*Stored items*
=====
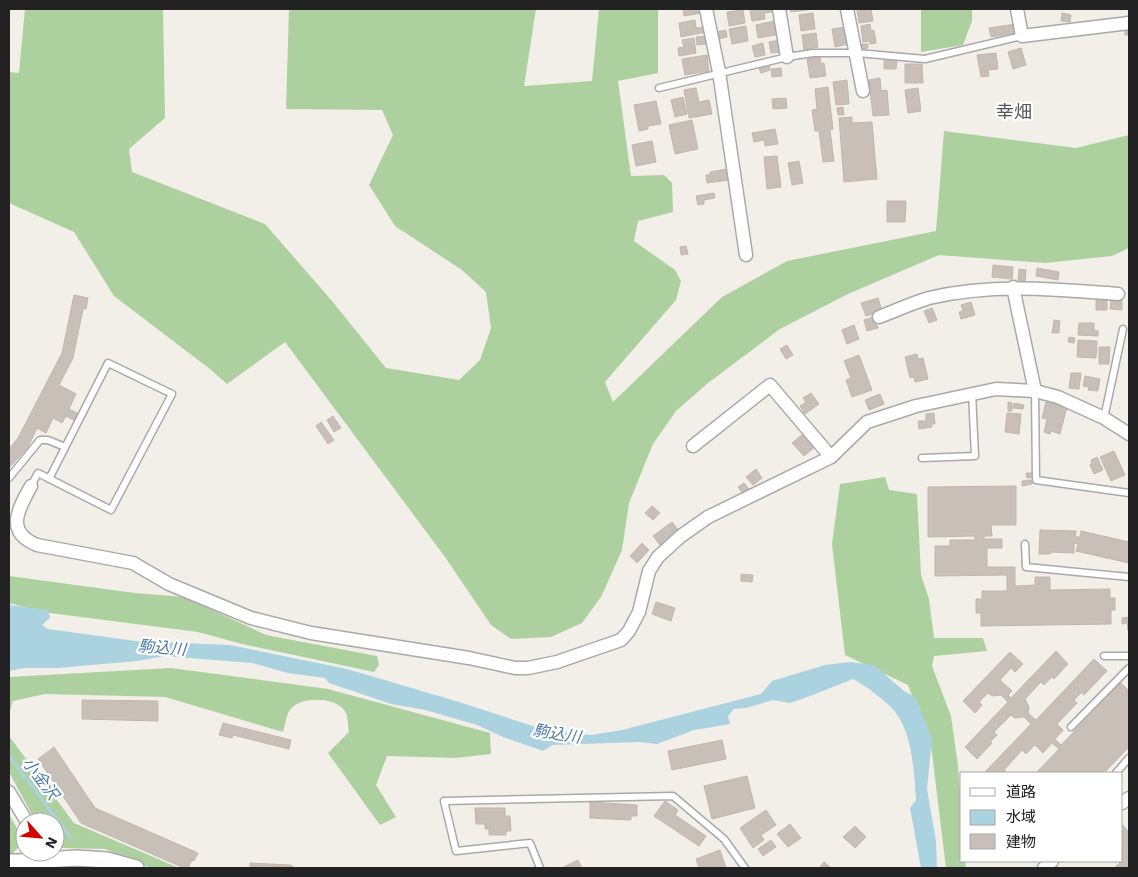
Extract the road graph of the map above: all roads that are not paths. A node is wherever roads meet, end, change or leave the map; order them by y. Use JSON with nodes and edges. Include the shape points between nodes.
{"nodes":[{"id":1,"x":706,"y":9,"type":"edge"},
{"id":2,"x":779,"y":9,"type":"edge"},
{"id":3,"x":848,"y":9,"type":"edge"},
{"id":4,"x":1017,"y":9,"type":"edge"},
{"id":5,"x":1129,"y":23,"type":"edge"},
{"id":6,"x":1022,"y":36,"type":"junction"},
{"id":7,"x":857,"y":53,"type":"junction"},
{"id":8,"x":788,"y":57,"type":"junction"},
{"id":9,"x":719,"y":72,"type":"junction"},
{"id":10,"x":659,"y":88,"type":"dead end"},
{"id":11,"x":863,"y":91,"type":"dead end"},
{"id":12,"x":746,"y":255,"type":"dead end"},
{"id":13,"x":1013,"y":287,"type":"junction"},
{"id":14,"x":1118,"y":294,"type":"dead end"},
{"id":15,"x":879,"y":317,"type":"dead end"},
{"id":16,"x":1123,"y":329,"type":"dead end"},
{"id":17,"x":1035,"y":391,"type":"junction"},
{"id":18,"x":972,"y":394,"type":"junction"},
{"id":19,"x":1104,"y":418,"type":"junction"},
{"id":20,"x":1129,"y":434,"type":"edge"},
{"id":21,"x":693,"y":446,"type":"dead end"},
{"id":22,"x":65,"y":448,"type":"junction"},
{"id":23,"x":831,"y":457,"type":"junction"},
{"id":24,"x":922,"y":458,"type":"dead end"},
{"id":25,"x":9,"y":478,"type":"edge"},
{"id":26,"x":49,"y":479,"type":"junction"},
{"id":27,"x":31,"y":486,"type":"joint"},
{"id":28,"x":1129,"y":493,"type":"edge"},
{"id":29,"x":1025,"y":544,"type":"dead end"},
{"id":30,"x":1129,"y":578,"type":"edge"},
{"id":31,"x":1104,"y":656,"type":"dead end"},
{"id":32,"x":1129,"y":656,"type":"edge"},
{"id":33,"x":1129,"y":668,"type":"edge"},
{"id":34,"x":1071,"y":727,"type":"dead end"},
{"id":35,"x":1129,"y":758,"type":"edge"},
{"id":36,"x":1117,"y":772,"type":"edge"},
{"id":37,"x":9,"y":792,"type":"edge"},
{"id":38,"x":21,"y":812,"type":"edge"},
{"id":39,"x":65,"y":857,"type":"edge"},
{"id":40,"x":136,"y":868,"type":"edge"},
{"id":41,"x":540,"y":868,"type":"edge"},
{"id":42,"x":745,"y":868,"type":"edge"}],
"edges":[{"from":1,"to":9,"type":"street"},
{"from":2,"to":8,"type":"street"},
{"from":3,"to":7,"type":"street"},
{"from":4,"to":6,"type":"street"},
{"from":5,"to":6,"type":"street"},
{"from":6,"to":7,"type":"lane","via":[[925,58]]},
{"from":7,"to":8,"type":"lane","via":[[813,53]]},
{"from":7,"to":11,"type":"street"},
{"from":8,"to":9,"type":"lane"},
{"from":9,"to":10,"type":"lane"},
{"from":9,"to":12,"type":"street"},
{"from":13,"to":14,"type":"street"},
{"from":13,"to":15,"type":"street","via":[[959,292],[927,299]]},
{"from":13,"to":17,"type":"street"},
{"from":16,"to":19,"type":"lane"},
{"from":17,"to":18,"type":"street","via":[[996,389]]},
{"from":17,"to":19,"type":"street","via":[[1058,397]]},
{"from":17,"to":28,"type":"lane","via":[[1036,480]]},
{"from":18,"to":23,"type":"street","via":[[916,406],[867,422]]},
{"from":18,"to":24,"type":"lane","via":[[975,456]]},
{"from":19,"to":20,"type":"street"},
{"from":21,"to":23,"type":"street","via":[[770,385]]},
{"from":22,"to":25,"type":"lane","via":[[40,440]]},
{"from":22,"to":26,"type":"lane"},
{"from":22,"to":26,"type":"lane","via":[[108,363],[172,394],[111,510]]},
{"from":23,"to":27,"type":"street","via":[[708,517],[681,536],[658,557],[649,572],[639,612],[622,640],[558,662],[528,668],[311,633],[251,618],[169,584],[133,563],[28,542],[20,534],[17,513]]},
{"from":26,"to":27,"type":"lane","via":[[38,473]]},
{"from":29,"to":30,"type":"lane","via":[[1026,567]]},
{"from":31,"to":32,"type":"lane"},
{"from":33,"to":34,"type":"lane"},
{"from":35,"to":36,"type":"lane"},
{"from":37,"to":38,"type":"street"},
{"from":39,"to":40,"type":"street","via":[[107,860]]},
{"from":41,"to":42,"type":"lane","via":[[530,843],[456,851],[444,801],[673,796],[724,839]]}]}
=====
*Exercise brief*
The expected result is a copy of each line in the records where "nodes" appears.

*Completed exercise*
Extract the road graph of the map above: all roads that are not paths. A node is wherever roads meet, end, change or leave the map; order them by y. Use JSON with nodes and edges. Include the shape points between nodes.
{"nodes":[{"id":1,"x":706,"y":9,"type":"edge"},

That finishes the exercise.